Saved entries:
▼

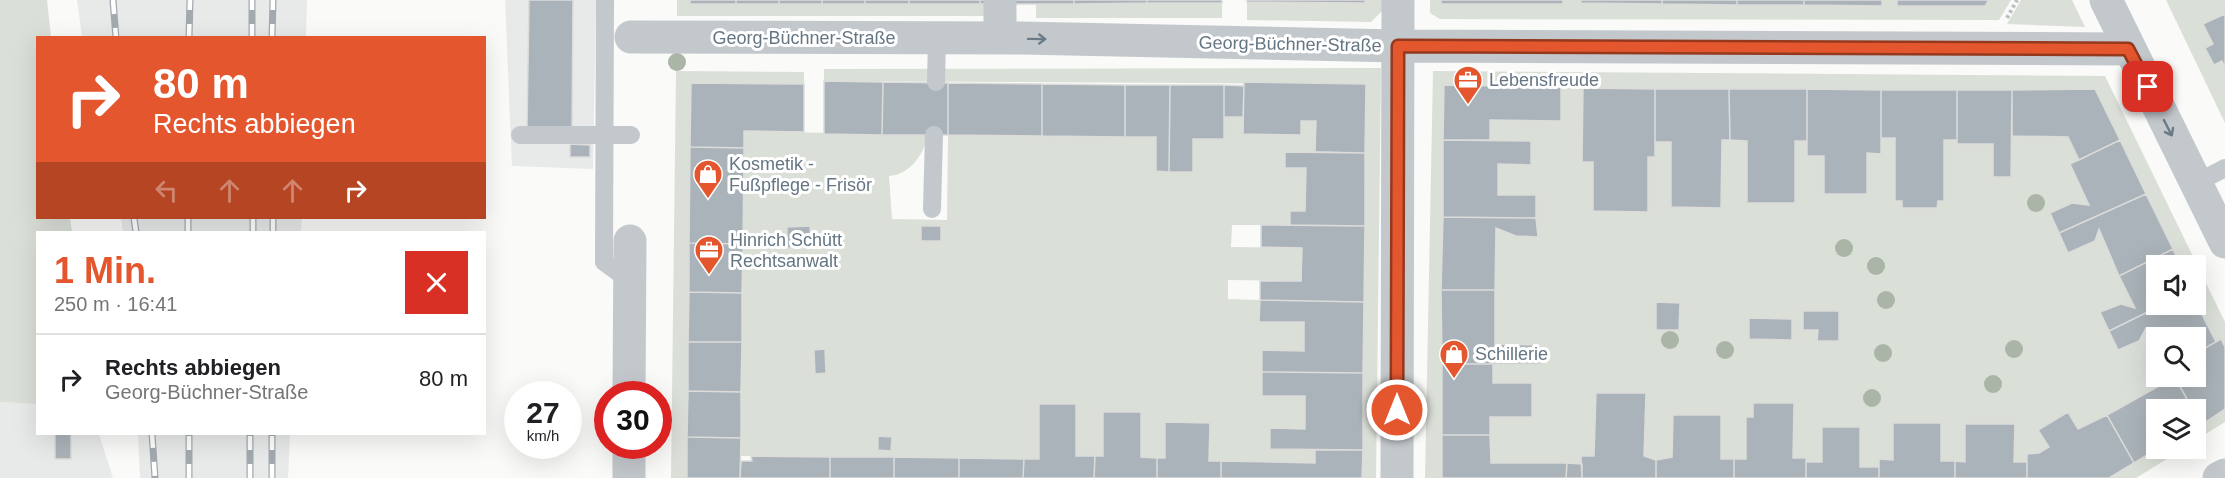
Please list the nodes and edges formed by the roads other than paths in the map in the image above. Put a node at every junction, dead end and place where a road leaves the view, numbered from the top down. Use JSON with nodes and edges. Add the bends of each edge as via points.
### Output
{"nodes":[{"id":1,"x":605,"y":0,"type":"edge"},
{"id":2,"x":1398,"y":0,"type":"edge"},
{"id":3,"x":2106,"y":0,"type":"edge"},
{"id":4,"x":1000,"y":3,"type":"dead end"},
{"id":5,"x":631,"y":37,"type":"dead end"},
{"id":6,"x":937,"y":38,"type":"junction"},
{"id":7,"x":1000,"y":38,"type":"junction"},
{"id":8,"x":1398,"y":46,"type":"junction"},
{"id":9,"x":2128,"y":49,"type":"junction"},
{"id":10,"x":936,"y":82,"type":"dead end"},
{"id":11,"x":520,"y":135,"type":"dead end"},
{"id":12,"x":604,"y":135,"type":"junction"},
{"id":13,"x":631,"y":135,"type":"dead end"},
{"id":14,"x":934,"y":135,"type":"dead end"},
{"id":15,"x":2225,"y":168,"type":"edge"},
{"id":16,"x":2196,"y":183,"type":"junction"},
{"id":17,"x":932,"y":209,"type":"dead end"},
{"id":18,"x":630,"y":241,"type":"dead end"},
{"id":19,"x":2225,"y":242,"type":"edge"},
{"id":20,"x":630,"y":281,"type":"junction"},
{"id":21,"x":629,"y":381,"type":"edge"},
{"id":22,"x":629,"y":459,"type":"edge"},
{"id":23,"x":2225,"y":475,"type":"edge"},
{"id":24,"x":629,"y":478,"type":"edge"},
{"id":25,"x":1397,"y":478,"type":"edge"},
{"id":26,"x":2219,"y":478,"type":"edge"}],
"edges":[{"from":1,"to":12,"type":"lane"},
{"from":2,"to":8,"type":"street"},
{"from":3,"to":9,"type":"street"},
{"from":4,"to":7,"type":"street"},
{"from":5,"to":6,"type":"street","name":"Georg-Büchner-Straße"},
{"from":6,"to":7,"type":"street","name":"Georg-Büchner-Straße"},
{"from":6,"to":10,"type":"lane"},
{"from":7,"to":8,"type":"street","name":"Georg-Büchner-Straße","one_way":true},
{"from":8,"to":9,"type":"street","name":"Georg-Büchner-Straße"},
{"from":8,"to":25,"type":"street"},
{"from":9,"to":16,"type":"street","one_way":true},
{"from":11,"to":12,"type":"lane"},
{"from":12,"to":13,"type":"lane"},
{"from":12,"to":20,"type":"lane","via":[[604,262]]},
{"from":14,"to":17,"type":"lane"},
{"from":15,"to":16,"type":"lane"},
{"from":16,"to":19,"type":"street"},
{"from":18,"to":20,"type":"street"},
{"from":20,"to":21,"type":"street"},
{"from":22,"to":24,"type":"street"},
{"from":23,"to":26,"type":"street"}]}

▲

Prompt
Please give the data again in full, exactly as written, but without any images.

Exercise result
Please list the nodes and edges formed by the roads other than paths in the map in the image above. Put a node at every junction, dead end and place where a road leaves the view, numbered from the top down. Use JSON with nodes and edges. Add the bends of each edge as via points.
### Output
{"nodes":[{"id":1,"x":605,"y":0,"type":"edge"},
{"id":2,"x":1398,"y":0,"type":"edge"},
{"id":3,"x":2106,"y":0,"type":"edge"},
{"id":4,"x":1000,"y":3,"type":"dead end"},
{"id":5,"x":631,"y":37,"type":"dead end"},
{"id":6,"x":937,"y":38,"type":"junction"},
{"id":7,"x":1000,"y":38,"type":"junction"},
{"id":8,"x":1398,"y":46,"type":"junction"},
{"id":9,"x":2128,"y":49,"type":"junction"},
{"id":10,"x":936,"y":82,"type":"dead end"},
{"id":11,"x":520,"y":135,"type":"dead end"},
{"id":12,"x":604,"y":135,"type":"junction"},
{"id":13,"x":631,"y":135,"type":"dead end"},
{"id":14,"x":934,"y":135,"type":"dead end"},
{"id":15,"x":2225,"y":168,"type":"edge"},
{"id":16,"x":2196,"y":183,"type":"junction"},
{"id":17,"x":932,"y":209,"type":"dead end"},
{"id":18,"x":630,"y":241,"type":"dead end"},
{"id":19,"x":2225,"y":242,"type":"edge"},
{"id":20,"x":630,"y":281,"type":"junction"},
{"id":21,"x":629,"y":381,"type":"edge"},
{"id":22,"x":629,"y":459,"type":"edge"},
{"id":23,"x":2225,"y":475,"type":"edge"},
{"id":24,"x":629,"y":478,"type":"edge"},
{"id":25,"x":1397,"y":478,"type":"edge"},
{"id":26,"x":2219,"y":478,"type":"edge"}],
"edges":[{"from":1,"to":12,"type":"lane"},
{"from":2,"to":8,"type":"street"},
{"from":3,"to":9,"type":"street"},
{"from":4,"to":7,"type":"street"},
{"from":5,"to":6,"type":"street","name":"Georg-Büchner-Straße"},
{"from":6,"to":7,"type":"street","name":"Georg-Büchner-Straße"},
{"from":6,"to":10,"type":"lane"},
{"from":7,"to":8,"type":"street","name":"Georg-Büchner-Straße","one_way":true},
{"from":8,"to":9,"type":"street","name":"Georg-Büchner-Straße"},
{"from":8,"to":25,"type":"street"},
{"from":9,"to":16,"type":"street","one_way":true},
{"from":11,"to":12,"type":"lane"},
{"from":12,"to":13,"type":"lane"},
{"from":12,"to":20,"type":"lane","via":[[604,262]]},
{"from":14,"to":17,"type":"lane"},
{"from":15,"to":16,"type":"lane"},
{"from":16,"to":19,"type":"street"},
{"from":18,"to":20,"type":"street"},
{"from":20,"to":21,"type":"street"},
{"from":22,"to":24,"type":"street"},
{"from":23,"to":26,"type":"street"}]}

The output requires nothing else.